This document was prepared some time ago, but could not find a home.
Ever since I first saw the analysis by Evans, Smith and Shiva of vote leakage in the big Michigan counties, I have thought of it as the single most compelling evidence of electoral fraud, and one with much wider application that just Michigan. Michigan was selected because of the availability of straight part-ticket voting in that State, a bit like the above-the-line voting in the Senate here. That gives a demographic snapshot of the party vote on a precinct-by-precinct basis. (Polling booths are probably the nearest analogy to the precincts.) By comparing the specific Trump/Biden vote to the straight-ticket voting, a picture of the leakage to or from the party Presidential candidate can be constructed.
Here’s the result for Kent County, one of 83 in Michigan. It has 252 precincts. The analysts point out the completely unexpected (and inexplicable) slope of this data, with leakage from Trump steadily increasing –as a percentage – as the size of the precinct GOP population increases. Yes, the number can be expected to increase with GOP population size, but not the percentage.
The compelling nature of this demonstration was also recognised on the other side of the aisle, so the debunkers were called in.
Enter Matt Parker. Matt has a YouTube channel called Stand-up Maths. This channel has 792k subscribers, so Matt has quite an audience. And Matt is a mathematician, so he knows what he’s talking about. The Shiva et al video was streamed on the 11th of November. On the 15th, Matt the Mathematician posted a video called Do these scatter plots reveal fraudulent vote-switching in Michigan? Spoiler alert: No.

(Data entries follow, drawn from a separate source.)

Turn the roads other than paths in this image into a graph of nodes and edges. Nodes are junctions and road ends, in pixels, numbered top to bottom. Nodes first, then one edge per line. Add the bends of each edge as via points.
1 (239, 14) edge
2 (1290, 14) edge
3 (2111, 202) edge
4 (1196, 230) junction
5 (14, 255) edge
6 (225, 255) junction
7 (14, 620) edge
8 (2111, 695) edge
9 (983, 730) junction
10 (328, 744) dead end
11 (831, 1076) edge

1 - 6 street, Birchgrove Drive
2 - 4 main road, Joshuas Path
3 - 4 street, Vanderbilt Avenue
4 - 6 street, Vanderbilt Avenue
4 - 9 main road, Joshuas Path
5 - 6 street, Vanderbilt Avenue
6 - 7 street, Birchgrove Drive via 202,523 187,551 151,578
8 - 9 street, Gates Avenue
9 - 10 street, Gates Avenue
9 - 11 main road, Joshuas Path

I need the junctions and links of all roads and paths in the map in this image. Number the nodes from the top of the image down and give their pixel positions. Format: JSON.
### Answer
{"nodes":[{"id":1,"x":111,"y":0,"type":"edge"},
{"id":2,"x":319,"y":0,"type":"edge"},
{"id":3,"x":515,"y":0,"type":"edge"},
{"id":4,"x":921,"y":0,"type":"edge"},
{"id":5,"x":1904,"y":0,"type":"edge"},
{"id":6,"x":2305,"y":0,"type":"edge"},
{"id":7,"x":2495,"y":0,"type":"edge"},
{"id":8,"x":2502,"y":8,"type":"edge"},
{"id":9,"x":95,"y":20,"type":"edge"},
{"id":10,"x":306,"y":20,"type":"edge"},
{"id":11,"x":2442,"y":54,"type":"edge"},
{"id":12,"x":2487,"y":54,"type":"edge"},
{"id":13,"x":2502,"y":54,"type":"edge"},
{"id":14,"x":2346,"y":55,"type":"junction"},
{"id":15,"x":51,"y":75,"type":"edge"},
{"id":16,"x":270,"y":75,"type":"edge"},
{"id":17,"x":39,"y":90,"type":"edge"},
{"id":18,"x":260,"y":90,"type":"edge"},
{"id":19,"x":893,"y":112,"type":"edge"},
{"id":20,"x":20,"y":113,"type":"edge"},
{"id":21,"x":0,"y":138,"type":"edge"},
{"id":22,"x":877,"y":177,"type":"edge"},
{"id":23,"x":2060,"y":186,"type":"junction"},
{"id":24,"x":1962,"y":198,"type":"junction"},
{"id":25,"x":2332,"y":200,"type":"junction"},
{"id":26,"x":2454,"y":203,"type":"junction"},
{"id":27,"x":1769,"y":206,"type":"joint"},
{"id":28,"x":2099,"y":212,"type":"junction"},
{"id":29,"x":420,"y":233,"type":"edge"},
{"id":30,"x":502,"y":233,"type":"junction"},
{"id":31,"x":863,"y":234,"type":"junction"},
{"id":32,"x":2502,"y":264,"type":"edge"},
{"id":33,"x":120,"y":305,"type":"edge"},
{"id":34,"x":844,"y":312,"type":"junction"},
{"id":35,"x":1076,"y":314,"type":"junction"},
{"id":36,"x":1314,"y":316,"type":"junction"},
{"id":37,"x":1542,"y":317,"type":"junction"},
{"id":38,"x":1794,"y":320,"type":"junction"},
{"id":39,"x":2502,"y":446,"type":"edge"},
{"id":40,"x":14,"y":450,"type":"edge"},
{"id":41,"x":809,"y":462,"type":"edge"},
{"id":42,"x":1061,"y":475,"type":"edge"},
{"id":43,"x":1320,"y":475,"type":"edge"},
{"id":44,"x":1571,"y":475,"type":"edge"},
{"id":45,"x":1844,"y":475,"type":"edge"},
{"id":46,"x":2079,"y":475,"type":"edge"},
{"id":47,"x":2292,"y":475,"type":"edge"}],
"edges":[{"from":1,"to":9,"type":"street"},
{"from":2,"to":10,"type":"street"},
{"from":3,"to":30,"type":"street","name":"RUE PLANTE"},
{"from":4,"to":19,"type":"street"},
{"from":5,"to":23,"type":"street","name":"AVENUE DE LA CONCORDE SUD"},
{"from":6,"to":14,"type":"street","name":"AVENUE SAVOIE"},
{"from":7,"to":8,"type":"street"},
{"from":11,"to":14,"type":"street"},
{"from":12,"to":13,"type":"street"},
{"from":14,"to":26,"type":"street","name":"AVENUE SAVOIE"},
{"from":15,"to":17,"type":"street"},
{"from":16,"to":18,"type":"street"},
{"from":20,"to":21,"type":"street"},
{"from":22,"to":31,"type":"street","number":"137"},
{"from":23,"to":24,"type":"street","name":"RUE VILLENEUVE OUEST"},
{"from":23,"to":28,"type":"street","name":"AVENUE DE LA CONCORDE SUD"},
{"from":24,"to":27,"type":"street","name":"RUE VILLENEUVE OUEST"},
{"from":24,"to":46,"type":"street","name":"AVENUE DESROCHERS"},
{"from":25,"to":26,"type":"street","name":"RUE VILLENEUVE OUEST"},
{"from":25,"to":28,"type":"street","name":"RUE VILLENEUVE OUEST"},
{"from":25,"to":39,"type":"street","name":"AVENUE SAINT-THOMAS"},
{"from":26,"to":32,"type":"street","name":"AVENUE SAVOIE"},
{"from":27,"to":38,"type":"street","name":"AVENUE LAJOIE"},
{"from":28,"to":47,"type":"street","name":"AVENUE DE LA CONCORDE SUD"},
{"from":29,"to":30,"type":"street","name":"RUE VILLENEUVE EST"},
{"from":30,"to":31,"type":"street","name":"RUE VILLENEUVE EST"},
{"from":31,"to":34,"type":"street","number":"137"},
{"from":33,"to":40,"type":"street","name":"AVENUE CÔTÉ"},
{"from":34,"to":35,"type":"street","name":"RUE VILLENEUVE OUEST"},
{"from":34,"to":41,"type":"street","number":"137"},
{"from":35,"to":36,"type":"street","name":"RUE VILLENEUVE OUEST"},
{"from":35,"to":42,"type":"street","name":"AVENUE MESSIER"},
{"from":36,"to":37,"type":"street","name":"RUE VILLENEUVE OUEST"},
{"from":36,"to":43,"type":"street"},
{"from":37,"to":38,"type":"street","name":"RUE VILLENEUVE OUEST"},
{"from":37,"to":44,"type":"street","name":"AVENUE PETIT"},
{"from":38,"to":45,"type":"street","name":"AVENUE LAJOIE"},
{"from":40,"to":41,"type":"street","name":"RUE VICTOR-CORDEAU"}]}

Parker introduces his video like so.
…the idea is, this plot should be straight; instead you’ve got this down slope, and that’s meant to represent a nett shift of votes that should have been for Donal Trump over to Biden. However, if you plot exactly the same data from the same precincts in the same County for Biden, which I did, you would expect to see those votes showing up. There should be an anomaly going the other way. If you do that plot, it looks exactly … the … same. This cannot represent a nett movement of votes because both plots are the … same.
I just wanted to get that out very quickly for the people who have already seen Dr Shiva’s video, and may not watch much more of mine.
You are here –
Clearly, Matt the Mathematician doesn’t expect his viewers (702,058 views when last accessed) to be able to read a graph; or to exercise the faculty of reason, for that matter. You might conclude that Matt suffers from the same handicaps, but I’ll rush to his defence here and insist that he certainly knows how to read a graph and how to build a graph, and possesses highly developed rational faculties of the mathematical and self-promotional varieties.
Matt’s Biden X and Y axes are effectively the inverses of those Trump graph. The Y axis range is shifted up relative to the Trump X-range. The votes have to go somewhere. The X-axis is almost exactly the inverse of the Trump X-axis, as it runs from low Democrat voting (i.e. high Trump voting) percentage to high Democrat-voting (i.e low Trump-voting). This simple trick created superficially similar graphs, which was obviously the intention.
When this spurious setup is repaired, the result looks like this.
People will have to make their own assessment of the integrity of Matt Parker, but there is no denying that he has been influential in inducing many to disregard the initial analysis, as a scan through the 10,699 comments will show.
The original video analyses four of the largest counties in Michigan. The data for Kent I found in Matt Parker’s description of his video. For this, thank you Matt. It was a courtesy neglected by Dr Shiva. However, I have not been able to find the corresponding data for the other counties analysed – Macomb, Oakland and Wayne. Wayne, heavily Democratic, does not display the pattern obvious in Kent, Oakland and Macomb. If anyone can point me to this data I would be grateful.